Inspired by the turf-ball interaction in golf, this paper seeks to understand the bounce of a ball that can be modelled as a rigid sphere and the surface as supplying a viscoelastic contact force in addition to Coulomb friction. A general formulation is proposed that models the finite time interval of bounce from touch-down to lift-off. Key to the analysis is understanding transitions between slip and roll during the bounce. Starting from the rigid-body limit with a an energetic or Poisson coefficient of restitution, it is shown that slip reversal during the contact phase cannot be captured in this case, which result generalises to the case of pure normal compliance. Yet, the introduction of linear tangential stiffness and damping, does enable slip reversal.
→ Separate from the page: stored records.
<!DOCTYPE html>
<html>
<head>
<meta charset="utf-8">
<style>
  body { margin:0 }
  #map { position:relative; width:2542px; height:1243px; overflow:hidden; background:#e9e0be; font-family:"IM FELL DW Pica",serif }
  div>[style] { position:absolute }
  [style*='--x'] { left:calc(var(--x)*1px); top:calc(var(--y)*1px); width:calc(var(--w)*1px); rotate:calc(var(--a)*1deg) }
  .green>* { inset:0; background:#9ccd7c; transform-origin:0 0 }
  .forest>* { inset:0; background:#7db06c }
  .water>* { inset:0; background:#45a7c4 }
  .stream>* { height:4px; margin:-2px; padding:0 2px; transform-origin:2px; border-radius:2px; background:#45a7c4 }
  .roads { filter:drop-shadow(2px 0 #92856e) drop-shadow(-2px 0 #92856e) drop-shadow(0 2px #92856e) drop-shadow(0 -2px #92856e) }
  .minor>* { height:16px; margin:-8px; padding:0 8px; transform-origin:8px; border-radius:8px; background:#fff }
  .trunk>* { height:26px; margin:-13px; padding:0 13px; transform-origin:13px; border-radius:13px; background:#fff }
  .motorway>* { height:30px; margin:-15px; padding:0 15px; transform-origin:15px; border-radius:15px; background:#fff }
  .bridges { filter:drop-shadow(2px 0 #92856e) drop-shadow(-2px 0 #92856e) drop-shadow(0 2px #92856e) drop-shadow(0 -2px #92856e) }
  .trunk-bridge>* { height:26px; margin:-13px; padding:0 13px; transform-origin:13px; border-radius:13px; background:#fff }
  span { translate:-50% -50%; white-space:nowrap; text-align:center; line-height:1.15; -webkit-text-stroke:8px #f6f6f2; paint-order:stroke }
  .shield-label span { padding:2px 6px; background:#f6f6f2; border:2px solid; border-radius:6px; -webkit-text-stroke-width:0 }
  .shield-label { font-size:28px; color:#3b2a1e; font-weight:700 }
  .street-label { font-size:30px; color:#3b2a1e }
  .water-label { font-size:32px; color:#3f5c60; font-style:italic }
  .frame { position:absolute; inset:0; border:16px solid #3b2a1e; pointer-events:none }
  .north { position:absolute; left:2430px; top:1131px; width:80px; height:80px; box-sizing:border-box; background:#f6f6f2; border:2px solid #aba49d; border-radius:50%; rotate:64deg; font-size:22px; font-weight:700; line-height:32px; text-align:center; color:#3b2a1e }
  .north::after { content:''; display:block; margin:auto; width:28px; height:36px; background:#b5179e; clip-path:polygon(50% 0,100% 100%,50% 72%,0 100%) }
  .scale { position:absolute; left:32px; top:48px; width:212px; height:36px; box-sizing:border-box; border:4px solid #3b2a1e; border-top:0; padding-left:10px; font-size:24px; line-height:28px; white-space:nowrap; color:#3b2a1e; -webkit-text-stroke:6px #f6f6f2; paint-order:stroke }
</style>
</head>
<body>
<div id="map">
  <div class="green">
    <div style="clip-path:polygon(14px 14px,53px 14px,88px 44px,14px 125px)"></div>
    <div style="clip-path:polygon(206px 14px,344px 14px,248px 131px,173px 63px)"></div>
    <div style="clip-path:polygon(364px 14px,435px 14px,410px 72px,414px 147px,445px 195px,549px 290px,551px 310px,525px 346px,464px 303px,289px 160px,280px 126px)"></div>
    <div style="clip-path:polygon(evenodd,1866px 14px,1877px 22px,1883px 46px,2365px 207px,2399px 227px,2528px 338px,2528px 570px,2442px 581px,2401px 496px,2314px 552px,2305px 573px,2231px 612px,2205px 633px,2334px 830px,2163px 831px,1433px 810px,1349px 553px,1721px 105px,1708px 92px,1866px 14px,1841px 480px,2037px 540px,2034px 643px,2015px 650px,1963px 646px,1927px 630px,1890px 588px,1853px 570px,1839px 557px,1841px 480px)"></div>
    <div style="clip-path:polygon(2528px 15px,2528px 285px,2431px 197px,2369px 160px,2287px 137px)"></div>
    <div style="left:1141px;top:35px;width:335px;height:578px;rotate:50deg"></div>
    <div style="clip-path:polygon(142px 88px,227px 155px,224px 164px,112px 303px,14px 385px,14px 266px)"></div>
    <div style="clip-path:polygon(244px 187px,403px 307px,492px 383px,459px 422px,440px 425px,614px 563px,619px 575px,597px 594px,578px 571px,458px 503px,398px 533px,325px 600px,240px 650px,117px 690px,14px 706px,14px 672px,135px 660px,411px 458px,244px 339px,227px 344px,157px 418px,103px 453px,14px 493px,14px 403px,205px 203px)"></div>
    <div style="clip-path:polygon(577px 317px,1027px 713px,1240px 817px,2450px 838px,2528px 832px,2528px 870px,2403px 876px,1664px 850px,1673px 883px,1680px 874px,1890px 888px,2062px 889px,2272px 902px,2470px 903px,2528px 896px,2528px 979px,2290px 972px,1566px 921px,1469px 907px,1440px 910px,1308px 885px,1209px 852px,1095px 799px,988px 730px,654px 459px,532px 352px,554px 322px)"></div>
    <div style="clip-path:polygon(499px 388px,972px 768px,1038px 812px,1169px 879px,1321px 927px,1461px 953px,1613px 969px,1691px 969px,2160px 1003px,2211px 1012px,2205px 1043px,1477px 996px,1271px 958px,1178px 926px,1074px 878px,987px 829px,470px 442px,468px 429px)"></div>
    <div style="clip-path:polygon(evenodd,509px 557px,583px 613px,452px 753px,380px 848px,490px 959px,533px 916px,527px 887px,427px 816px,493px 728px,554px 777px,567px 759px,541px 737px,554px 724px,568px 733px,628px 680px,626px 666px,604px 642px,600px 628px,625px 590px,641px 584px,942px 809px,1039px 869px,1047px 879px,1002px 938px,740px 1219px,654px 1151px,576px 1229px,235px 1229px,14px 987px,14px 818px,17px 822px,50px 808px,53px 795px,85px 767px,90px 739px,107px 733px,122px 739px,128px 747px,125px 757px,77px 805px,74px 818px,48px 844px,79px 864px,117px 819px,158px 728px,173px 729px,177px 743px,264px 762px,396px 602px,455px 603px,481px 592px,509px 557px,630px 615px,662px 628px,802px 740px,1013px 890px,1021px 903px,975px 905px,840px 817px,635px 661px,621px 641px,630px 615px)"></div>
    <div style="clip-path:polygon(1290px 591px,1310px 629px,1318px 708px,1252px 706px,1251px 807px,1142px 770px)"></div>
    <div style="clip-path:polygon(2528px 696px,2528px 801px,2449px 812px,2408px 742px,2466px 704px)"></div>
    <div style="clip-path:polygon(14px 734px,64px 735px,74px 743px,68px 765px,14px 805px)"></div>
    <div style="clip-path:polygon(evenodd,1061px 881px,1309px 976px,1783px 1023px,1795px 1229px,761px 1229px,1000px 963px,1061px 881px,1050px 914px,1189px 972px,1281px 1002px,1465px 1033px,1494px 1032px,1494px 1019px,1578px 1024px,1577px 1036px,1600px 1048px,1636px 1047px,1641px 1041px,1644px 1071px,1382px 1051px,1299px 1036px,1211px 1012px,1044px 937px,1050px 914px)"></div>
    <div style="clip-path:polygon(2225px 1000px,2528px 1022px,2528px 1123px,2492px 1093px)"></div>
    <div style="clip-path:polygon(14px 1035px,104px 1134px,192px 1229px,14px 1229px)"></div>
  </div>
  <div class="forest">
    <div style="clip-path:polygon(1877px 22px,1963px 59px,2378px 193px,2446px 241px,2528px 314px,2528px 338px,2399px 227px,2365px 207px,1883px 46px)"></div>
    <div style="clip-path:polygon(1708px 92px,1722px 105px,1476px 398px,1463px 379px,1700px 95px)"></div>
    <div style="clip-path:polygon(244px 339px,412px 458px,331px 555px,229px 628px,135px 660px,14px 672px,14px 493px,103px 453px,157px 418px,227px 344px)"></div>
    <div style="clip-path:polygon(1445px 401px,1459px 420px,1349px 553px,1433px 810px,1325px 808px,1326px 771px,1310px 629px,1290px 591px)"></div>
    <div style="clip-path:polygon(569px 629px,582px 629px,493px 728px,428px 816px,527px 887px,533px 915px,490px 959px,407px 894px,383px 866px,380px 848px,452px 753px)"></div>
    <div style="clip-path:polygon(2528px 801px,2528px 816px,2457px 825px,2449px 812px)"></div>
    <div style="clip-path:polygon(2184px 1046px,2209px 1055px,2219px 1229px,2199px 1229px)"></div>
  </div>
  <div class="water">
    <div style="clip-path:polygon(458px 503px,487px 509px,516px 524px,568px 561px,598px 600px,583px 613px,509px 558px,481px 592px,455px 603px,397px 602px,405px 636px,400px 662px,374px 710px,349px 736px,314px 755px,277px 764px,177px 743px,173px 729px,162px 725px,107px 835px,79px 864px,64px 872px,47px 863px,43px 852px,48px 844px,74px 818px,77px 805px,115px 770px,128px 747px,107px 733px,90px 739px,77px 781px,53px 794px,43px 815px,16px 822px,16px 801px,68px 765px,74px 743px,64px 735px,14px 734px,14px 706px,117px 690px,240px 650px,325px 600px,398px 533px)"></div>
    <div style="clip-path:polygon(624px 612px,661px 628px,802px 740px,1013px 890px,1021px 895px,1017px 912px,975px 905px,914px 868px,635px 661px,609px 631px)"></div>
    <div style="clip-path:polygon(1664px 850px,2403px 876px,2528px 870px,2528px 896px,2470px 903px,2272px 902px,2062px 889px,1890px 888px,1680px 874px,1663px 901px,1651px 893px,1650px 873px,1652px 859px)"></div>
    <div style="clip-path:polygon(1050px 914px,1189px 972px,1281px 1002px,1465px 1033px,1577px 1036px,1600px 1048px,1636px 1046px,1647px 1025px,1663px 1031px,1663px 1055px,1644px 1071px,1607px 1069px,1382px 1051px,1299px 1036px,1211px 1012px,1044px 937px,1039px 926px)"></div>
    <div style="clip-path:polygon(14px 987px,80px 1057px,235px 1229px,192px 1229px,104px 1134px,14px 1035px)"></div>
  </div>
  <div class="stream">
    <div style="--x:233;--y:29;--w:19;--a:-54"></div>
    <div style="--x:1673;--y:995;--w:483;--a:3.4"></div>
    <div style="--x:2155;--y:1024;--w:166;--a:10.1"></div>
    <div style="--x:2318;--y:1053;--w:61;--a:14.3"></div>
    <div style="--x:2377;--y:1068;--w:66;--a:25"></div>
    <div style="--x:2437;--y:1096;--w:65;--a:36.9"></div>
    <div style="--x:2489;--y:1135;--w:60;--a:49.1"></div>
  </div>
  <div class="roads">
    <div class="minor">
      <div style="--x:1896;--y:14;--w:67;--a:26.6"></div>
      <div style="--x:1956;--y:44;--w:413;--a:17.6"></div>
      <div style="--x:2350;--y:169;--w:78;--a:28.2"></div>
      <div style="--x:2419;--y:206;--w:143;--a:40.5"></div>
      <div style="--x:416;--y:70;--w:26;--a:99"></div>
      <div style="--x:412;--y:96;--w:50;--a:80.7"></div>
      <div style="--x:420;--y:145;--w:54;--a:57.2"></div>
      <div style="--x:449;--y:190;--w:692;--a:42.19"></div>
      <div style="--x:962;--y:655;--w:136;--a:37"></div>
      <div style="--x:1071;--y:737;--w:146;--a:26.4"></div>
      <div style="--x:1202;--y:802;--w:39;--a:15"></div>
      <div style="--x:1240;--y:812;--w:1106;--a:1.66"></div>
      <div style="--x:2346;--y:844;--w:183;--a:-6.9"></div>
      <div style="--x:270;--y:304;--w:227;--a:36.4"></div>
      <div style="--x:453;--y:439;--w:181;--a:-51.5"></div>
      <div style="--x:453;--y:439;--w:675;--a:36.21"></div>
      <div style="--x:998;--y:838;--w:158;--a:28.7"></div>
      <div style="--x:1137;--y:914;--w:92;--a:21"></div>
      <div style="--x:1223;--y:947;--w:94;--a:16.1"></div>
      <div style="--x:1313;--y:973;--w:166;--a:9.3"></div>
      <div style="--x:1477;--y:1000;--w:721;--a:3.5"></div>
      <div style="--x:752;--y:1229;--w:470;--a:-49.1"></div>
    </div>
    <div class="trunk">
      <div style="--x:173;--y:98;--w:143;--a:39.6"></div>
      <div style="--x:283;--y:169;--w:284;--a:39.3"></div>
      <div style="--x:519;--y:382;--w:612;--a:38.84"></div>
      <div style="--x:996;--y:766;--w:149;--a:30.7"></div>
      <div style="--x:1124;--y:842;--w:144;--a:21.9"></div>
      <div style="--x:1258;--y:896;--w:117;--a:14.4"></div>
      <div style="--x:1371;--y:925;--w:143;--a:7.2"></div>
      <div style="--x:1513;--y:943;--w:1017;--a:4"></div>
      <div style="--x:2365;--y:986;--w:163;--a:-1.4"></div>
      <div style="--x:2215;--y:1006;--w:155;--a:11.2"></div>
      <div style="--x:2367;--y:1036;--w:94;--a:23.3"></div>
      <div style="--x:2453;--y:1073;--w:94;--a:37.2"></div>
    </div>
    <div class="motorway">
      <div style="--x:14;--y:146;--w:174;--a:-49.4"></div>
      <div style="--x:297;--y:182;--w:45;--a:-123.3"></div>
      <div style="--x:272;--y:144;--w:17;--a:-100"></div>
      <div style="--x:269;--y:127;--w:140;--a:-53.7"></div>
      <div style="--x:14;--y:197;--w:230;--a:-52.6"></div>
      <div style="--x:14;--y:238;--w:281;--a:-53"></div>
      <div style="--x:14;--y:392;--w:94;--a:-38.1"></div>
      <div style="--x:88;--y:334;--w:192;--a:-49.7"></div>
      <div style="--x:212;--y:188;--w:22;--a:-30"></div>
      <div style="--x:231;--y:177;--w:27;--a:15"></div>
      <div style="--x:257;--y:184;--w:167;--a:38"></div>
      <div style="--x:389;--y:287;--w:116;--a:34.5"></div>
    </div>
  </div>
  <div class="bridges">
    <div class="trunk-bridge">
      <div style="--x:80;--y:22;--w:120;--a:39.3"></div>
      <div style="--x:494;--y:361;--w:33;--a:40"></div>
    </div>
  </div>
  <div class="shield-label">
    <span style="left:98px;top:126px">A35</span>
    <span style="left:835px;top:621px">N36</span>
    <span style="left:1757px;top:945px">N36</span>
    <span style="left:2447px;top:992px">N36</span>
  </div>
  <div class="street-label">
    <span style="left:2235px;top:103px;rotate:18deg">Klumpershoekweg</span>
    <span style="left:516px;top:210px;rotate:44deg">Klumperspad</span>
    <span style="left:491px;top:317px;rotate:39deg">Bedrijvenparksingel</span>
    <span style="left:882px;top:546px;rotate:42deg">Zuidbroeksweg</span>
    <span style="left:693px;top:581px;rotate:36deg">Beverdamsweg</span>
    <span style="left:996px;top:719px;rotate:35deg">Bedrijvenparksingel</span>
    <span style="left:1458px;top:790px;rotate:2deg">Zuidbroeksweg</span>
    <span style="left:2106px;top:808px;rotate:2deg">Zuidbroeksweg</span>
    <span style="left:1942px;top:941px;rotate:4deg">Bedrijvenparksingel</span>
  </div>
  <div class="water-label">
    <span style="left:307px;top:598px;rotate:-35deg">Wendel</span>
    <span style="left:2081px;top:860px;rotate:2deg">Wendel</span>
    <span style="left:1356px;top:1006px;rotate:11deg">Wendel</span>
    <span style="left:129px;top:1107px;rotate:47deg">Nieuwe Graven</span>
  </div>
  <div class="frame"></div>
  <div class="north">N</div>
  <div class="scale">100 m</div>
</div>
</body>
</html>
This result is extended to general weakly nonlinear normal and tangential compliance. An analysis using Filippov theory of piecewise-smooth systems leads to an argument in a natural limit that lift-off while rolling is non-generic and that almost all trajectories that lift off, do so under slip conditions. Moreover, there is a codimension-one surface in the space of incoming velocity and spin which divides balls that lift off with backspin from those that lift off with topspin. The results are compared with recent experimental measurements on golf ball bounce and the theory is shown to capture the main features of the data.